Top of RECORD EXTRACTS

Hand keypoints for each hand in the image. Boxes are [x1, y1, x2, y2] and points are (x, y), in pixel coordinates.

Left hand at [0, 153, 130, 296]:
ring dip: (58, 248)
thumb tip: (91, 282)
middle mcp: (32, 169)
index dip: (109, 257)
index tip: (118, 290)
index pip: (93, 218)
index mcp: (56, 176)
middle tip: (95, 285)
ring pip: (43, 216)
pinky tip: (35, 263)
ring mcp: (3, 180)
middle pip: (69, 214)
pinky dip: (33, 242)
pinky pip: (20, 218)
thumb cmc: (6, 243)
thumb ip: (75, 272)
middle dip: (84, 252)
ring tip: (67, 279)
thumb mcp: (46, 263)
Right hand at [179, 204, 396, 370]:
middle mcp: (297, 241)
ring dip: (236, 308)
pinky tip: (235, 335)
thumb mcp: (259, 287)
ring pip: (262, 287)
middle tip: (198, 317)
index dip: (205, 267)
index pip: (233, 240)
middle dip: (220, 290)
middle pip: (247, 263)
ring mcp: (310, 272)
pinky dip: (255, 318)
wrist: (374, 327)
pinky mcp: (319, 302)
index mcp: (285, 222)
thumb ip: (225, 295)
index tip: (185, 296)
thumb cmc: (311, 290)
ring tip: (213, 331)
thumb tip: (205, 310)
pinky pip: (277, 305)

Bottom of RECORD EXTRACTS

■ TASK INSTRUCTIONS
Your job is to reproduce the data in full, with every line intact.

■ ANSWER FOR THE TASK
Hand keypoints for each hand in the image. Boxes are [x1, y1, x2, y2] and points are (x, y), in pixel coordinates.

Left hand at [0, 153, 130, 296]:
ring dip: (58, 248)
thumb tip: (91, 282)
middle mcp: (32, 169)
index dip: (109, 257)
index tip: (118, 290)
index pip: (93, 218)
index mcp: (56, 176)
middle tip: (95, 285)
ring pip: (43, 216)
pinky tip: (35, 263)
ring mcp: (3, 180)
middle pip: (69, 214)
pinky dip: (33, 242)
pinky pip: (20, 218)
thumb cmc: (6, 243)
thumb ip: (75, 272)
middle dip: (84, 252)
ring tip: (67, 279)
thumb mcp: (46, 263)
Right hand at [179, 204, 396, 370]:
middle mcp: (297, 241)
ring dip: (236, 308)
pinky tip: (235, 335)
thumb mcp: (259, 287)
ring pip: (262, 287)
middle tip: (198, 317)
index dip: (205, 267)
index pip: (233, 240)
middle dip: (220, 290)
middle pip: (247, 263)
ring mcp: (310, 272)
pinky dip: (255, 318)
wrist: (374, 327)
pinky mcp: (319, 302)
index mcp: (285, 222)
thumb ip: (225, 295)
index tip: (185, 296)
thumb cmc: (311, 290)
ring tip: (213, 331)
thumb tip: (205, 310)
pinky pip: (277, 305)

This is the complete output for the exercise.